I was reading a quote the other day from John F. Kennedy, who in 1960 was battling perceptions in his presidential campaign that he didn’t have enough experience.
Experience, he said, “is like taillights on a boat which illuminate where we have been when we should be focusing on where we should be going“.
This quote got me to thinking about the value of experience in being a great leader, and my own struggles to overcome a perceived lack of experience in becoming a leader.
The bottom line for me is that while experience is a factor, it’s not as critical as it is commonly portrayed to be.
The best example is my own – I got my first leadership job at the ripe old age of 27, overseeing a company generating over $200 Million in annual revenue. Someone took a chance on me based on reasons that went beyond a “long” resume – it was based more on the hirer’s keen intuition of educational and cultural background, intelligence, character, personality, and above all, common sense.
And, I was REALLY focused on what was in front of me rather than what was behind. I also think he knew that I was bound and determined to justify the risk that he took on me.
I jumped in the pond, head first, and worked, and worked, and worked. This “fish out of water” helped build the company I managed into one that was later sold for a very healthy profit.

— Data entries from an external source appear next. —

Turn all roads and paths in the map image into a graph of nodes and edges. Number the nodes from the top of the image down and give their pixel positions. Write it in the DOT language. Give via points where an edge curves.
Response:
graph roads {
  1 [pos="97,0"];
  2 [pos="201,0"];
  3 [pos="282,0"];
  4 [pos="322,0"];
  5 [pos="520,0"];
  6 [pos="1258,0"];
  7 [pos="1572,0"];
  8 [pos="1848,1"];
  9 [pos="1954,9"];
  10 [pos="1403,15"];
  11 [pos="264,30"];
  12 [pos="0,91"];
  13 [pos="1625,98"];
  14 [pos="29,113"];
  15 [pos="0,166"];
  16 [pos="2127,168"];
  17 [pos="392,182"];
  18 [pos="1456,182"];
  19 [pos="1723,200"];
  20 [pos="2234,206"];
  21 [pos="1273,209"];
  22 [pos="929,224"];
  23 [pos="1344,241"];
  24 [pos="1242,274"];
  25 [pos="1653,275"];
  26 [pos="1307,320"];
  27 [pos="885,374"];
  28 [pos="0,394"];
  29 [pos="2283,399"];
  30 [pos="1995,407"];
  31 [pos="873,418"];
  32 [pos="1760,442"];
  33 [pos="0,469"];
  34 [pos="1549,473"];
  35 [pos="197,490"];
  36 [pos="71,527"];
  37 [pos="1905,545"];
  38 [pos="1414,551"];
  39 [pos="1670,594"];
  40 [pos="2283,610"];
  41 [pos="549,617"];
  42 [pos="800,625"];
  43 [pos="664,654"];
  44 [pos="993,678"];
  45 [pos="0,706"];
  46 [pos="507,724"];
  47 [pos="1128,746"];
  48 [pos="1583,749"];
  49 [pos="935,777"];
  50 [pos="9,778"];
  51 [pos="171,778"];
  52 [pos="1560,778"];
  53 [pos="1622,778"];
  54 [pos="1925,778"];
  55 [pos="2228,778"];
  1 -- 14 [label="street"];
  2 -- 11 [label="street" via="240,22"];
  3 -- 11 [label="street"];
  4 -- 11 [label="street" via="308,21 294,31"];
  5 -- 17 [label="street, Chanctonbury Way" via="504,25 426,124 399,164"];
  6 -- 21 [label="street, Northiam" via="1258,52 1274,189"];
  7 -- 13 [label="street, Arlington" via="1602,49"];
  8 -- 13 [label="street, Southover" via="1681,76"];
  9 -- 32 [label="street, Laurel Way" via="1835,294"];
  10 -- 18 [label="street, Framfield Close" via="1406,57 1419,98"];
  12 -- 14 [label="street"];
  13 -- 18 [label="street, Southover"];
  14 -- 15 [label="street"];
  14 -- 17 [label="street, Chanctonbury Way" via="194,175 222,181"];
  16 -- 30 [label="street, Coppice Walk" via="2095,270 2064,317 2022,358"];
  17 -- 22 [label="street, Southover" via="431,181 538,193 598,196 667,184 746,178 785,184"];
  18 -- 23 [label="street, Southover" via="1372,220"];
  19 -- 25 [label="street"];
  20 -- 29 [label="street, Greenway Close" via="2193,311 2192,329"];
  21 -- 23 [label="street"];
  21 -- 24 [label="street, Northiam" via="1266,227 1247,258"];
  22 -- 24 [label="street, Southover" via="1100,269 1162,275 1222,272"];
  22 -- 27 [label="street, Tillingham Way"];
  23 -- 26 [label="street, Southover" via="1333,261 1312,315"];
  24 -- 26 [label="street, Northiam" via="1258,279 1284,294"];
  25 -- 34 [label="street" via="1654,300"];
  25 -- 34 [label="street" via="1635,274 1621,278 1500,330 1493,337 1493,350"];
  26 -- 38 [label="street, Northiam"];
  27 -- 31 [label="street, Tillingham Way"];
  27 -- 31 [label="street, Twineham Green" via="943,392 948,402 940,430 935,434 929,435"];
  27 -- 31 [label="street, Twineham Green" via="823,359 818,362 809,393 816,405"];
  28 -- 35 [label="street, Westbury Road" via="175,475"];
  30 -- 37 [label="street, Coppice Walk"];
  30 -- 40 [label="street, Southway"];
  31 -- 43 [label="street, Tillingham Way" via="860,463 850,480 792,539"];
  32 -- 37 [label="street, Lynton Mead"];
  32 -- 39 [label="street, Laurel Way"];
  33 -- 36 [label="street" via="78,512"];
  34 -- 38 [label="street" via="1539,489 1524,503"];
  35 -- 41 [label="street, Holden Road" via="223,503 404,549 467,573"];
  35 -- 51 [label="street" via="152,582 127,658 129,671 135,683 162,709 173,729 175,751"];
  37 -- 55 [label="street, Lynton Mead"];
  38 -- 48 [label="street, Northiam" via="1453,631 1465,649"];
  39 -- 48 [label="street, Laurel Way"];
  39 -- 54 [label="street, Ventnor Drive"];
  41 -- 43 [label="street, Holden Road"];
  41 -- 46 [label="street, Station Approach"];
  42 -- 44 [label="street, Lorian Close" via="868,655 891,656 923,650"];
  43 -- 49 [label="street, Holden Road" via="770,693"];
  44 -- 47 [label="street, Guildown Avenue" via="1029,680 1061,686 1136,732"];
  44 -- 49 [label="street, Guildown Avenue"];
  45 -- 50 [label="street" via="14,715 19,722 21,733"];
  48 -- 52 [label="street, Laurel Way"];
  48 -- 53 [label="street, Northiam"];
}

The funny thing was, once the company was sold and I was back looking for a similar opportunity, they were hard to come by. The reason? I didn’t have “enough experience“. I KNEW I could lead, but it seemed like what everybody wanted to focus on was tenure – like there was some magic number of years that I needed to have under my belt.
I eventually got back to a place I wanted to be (after a personal declaration of independence), but it only hardened my resolve to put experience in the proper perspective, especially in my own hiring practices.
And so as I’ve made management hires over the past 5 years, I too have done my utmost to use the same intuition my first boss did with me over 20 years ago. It has paid great dividends for our company, for there are several less “experienced” leaders doing a fantastic job for us.
As noted by Lois McMaster Bujold,
“Experience suggests it doesn’t matter so much how you got here, as what you do after you arrive.”